Monday, August 19, 2013

Ministry as a Single Person

My church has a newsletter for the women in the church called, By the Way.  I was puzzling through some stuff on my own and was processing events in my life a couple of months ago and ended up with this article as I wrote out my thoughts.  I asked one of the ladies who work with By the Way if it would be something they were interested in.  Not a big deal, but as I read it again today, I continue to be in awe of what God does in my heart in regard to how I love people and how I relate to people.  Just Friday night, I had to make a decision between two events that I wanted to go to.  I chose to go to my Sunday School class social.  And I never regretted it!  They are an amazing group of people who welcome this single gal into their midst without thinking twice about it!  I love them for it and trust me when I say that they are a hilarious group of people to hang out with.  Cheese puffs and shaving cream might have been used in a game.

Anyway, here is the article I wrote for everyone who doesn't get By the Way:

Ministry as a Single Person

In my final year of graduate school, I lived with a family as a nanny for a year.  This was a huge blessing to me in so many ways.  It was there that I was first able to see the love of Christ demonstrated through family and what it means to raise a family as believers.  When I graduated, the husband and wife (Chris and Sarah) sat me down to have a conversation about my future.  I don’t remember much of what we talked about, but one part of the conversation has really stuck with me and has been a guiding force for me in ministry and how I pursue relationships with other believers.  First, Chris asked me when I would ideally want to be married.  I jokingly said, “Two years ago.”  But joking aside, my desire was for marriage and a family, and they knew that based on my heart to take care of their children and be a part of their family for that year.  Their advice to me as I was moving from Texas to Illinois, while partly about finding the person I would want to spend my life with, was to find a church where I could serve families and serve alongside families in ministry.  They knew this was where my heart was in ministry and they believed that in doing so, the man the Lord had for me would be found serving alongside me in these ministry opportunities. 

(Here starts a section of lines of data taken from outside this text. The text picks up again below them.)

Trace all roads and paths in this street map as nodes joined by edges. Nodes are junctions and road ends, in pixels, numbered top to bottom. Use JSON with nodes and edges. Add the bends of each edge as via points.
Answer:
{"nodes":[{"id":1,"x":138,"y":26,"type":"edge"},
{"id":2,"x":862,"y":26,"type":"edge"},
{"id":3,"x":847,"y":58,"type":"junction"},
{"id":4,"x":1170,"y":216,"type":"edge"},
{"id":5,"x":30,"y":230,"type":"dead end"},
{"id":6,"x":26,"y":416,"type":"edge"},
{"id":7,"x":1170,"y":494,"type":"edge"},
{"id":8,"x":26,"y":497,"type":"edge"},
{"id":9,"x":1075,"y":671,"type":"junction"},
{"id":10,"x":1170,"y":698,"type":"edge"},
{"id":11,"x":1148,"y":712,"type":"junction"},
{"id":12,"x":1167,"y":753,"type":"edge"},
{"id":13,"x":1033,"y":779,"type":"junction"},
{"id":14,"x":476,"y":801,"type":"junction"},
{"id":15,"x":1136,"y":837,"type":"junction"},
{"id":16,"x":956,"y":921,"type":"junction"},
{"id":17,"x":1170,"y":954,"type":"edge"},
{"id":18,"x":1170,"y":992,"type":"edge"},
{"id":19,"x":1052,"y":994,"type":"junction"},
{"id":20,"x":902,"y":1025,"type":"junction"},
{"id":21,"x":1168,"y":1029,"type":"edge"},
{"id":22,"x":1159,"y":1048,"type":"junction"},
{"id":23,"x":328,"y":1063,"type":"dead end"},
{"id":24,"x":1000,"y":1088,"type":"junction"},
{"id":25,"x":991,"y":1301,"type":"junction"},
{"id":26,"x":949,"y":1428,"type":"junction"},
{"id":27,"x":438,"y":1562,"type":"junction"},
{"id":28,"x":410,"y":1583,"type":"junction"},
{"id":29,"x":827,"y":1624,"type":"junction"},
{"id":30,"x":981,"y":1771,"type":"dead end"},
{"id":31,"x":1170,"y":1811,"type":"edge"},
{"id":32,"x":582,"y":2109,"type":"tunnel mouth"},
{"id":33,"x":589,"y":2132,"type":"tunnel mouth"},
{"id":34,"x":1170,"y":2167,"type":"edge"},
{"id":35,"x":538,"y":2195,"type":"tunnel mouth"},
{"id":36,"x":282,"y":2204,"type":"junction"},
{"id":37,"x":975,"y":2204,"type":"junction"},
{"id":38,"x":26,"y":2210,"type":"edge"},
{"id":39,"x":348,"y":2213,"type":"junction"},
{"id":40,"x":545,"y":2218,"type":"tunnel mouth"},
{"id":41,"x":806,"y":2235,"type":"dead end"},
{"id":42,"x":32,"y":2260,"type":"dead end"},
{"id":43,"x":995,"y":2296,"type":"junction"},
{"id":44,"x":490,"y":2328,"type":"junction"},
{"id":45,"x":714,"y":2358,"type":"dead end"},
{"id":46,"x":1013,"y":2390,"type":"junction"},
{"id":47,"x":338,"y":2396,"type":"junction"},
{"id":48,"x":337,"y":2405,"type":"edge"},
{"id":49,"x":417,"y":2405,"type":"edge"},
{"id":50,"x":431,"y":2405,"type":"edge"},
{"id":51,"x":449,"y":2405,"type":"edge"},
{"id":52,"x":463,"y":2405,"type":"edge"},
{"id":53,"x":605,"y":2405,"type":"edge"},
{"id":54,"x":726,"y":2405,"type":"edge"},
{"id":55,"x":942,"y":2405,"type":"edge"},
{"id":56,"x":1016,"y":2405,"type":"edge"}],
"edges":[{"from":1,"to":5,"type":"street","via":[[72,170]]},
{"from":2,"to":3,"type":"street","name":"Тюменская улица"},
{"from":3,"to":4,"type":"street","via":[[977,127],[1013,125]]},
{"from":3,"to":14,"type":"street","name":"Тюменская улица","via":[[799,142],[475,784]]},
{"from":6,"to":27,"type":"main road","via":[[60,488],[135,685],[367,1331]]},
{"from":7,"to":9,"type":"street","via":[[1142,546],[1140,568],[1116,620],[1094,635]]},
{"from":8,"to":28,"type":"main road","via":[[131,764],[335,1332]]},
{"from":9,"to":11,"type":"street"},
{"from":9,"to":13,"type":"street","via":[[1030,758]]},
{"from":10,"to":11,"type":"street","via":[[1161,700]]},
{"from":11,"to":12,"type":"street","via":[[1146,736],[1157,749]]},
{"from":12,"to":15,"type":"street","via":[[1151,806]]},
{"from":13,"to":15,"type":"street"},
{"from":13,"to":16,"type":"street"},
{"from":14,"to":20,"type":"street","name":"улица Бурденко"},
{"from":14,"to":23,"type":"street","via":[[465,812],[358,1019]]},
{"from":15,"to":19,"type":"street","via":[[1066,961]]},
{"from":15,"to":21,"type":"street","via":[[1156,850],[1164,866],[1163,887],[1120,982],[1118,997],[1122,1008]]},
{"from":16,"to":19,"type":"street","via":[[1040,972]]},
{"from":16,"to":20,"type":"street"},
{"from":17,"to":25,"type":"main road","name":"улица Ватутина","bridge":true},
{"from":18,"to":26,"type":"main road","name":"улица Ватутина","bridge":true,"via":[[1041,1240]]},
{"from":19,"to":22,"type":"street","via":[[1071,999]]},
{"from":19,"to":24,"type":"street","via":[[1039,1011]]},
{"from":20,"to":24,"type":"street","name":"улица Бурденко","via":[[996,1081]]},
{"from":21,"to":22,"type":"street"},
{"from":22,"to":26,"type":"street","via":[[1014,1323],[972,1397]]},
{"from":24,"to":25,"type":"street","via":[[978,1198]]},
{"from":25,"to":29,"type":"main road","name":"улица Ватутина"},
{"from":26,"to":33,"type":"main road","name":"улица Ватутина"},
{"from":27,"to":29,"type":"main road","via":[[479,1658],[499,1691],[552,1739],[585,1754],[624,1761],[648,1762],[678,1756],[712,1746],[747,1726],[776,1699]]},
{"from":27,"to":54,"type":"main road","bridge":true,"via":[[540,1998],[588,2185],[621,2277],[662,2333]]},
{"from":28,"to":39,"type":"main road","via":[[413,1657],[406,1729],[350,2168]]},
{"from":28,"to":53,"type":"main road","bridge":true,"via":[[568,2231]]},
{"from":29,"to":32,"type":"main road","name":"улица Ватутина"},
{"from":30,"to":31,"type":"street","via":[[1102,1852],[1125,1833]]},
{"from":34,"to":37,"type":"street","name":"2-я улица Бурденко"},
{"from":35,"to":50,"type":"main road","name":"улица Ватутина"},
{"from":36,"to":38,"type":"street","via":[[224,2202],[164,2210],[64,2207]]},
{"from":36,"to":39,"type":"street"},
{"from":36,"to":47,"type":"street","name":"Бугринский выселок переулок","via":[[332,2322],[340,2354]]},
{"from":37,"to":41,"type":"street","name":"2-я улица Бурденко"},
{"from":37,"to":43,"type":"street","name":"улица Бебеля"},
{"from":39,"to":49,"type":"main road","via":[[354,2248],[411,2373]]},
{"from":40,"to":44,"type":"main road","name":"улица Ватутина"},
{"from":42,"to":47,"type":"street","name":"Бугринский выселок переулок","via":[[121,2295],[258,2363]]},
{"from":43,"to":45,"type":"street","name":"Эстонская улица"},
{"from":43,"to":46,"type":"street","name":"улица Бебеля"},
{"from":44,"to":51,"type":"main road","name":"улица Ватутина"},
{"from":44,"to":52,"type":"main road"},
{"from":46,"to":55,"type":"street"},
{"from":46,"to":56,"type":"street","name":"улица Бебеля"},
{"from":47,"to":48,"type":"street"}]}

It has been seven years since that conversation and I am still struck by how much those words have meant to me and have driven how I do ministry as a single person.  I am often struck by the diversity of the body of Christ.  And as a single person, that diversity can sometimes be intimidating and can sometimes make me want to crawl into my single person shell and only seek other single people who understand me. Finding places to serve can sometimes be intimidating as a single person.  For a long time, I had a misguided idea that some ministry opportunities were only going to be relevant for me if I were to get married.  For example three years ago my question was: How could I possibly be a director in AWANA when I am younger than many who serve and I don’t have a family of my own? I quickly was given counsel in this area and was able to realize that it was my own fear stopping me and creating doubts.  The more I find opportunities to serve alongside families, the more blessings I am able to receive and bestow.  You can currently find me directing the T & T AWANA girls on Wednesday nights, serving on a couple of nursery teams, and helping in the kitchen for different events.  Most Sunday mornings (because I am a creature of habit), you can find me sitting five rows from the front on the left side with a wise woman in the faith.  We originally met on a committee for Women on their Own.  I sit with her because I do not have opportunity to see her outside of church and because it is nurturing to my spirit when I miss a week and find out that she has asked others where I am.  And even in our few minutes of conversation before and after the service, I gain a new perspective on my own Christian walk by listening to the perseverance of a saint as she tells me about her week.   Since last year I have been attending one of the multi-generational  ABC classes on Sunday mornings.  Through that class, I am able to study God’s Word with people who are my parents’ ages, who have families, and who are just starting families.  Our life stages do not matter, because God’s Word doesn’t change for the single person or the married person or the widowed person.  God’s Word remains true no matter our life circumstances.  I am also in a small group that has people from other countries in it and people of different life stages.  And again, we are all able to study God’s Word together and encourage one another through the study of His Word. 

Through Bethany, I have found exactly what Chris and Sarah prayed that I would find.  A church where I can minister among families and to families.  A place where I am part of something bigger than myself and where I can seek to glorify God today.  Not while I am waiting, but as I am in service for Him.  Have I found that husband?  No.  But I can’t say that it was ever truly my motivating factor for following Chris and Sarah’s advice.  My motivating factor was to trust the Lord’s good for me and that He would give me the desires of my heart.  Those desires are not always fulfilled in the way we would want them to be fulfilled.  Do I have a family of my own?  No.  But I have children I minister to in multiple ministries.  And I have families who welcome me into their homes to share life with them.  And I am filled with joy as I seek to live out the plans God has for me today.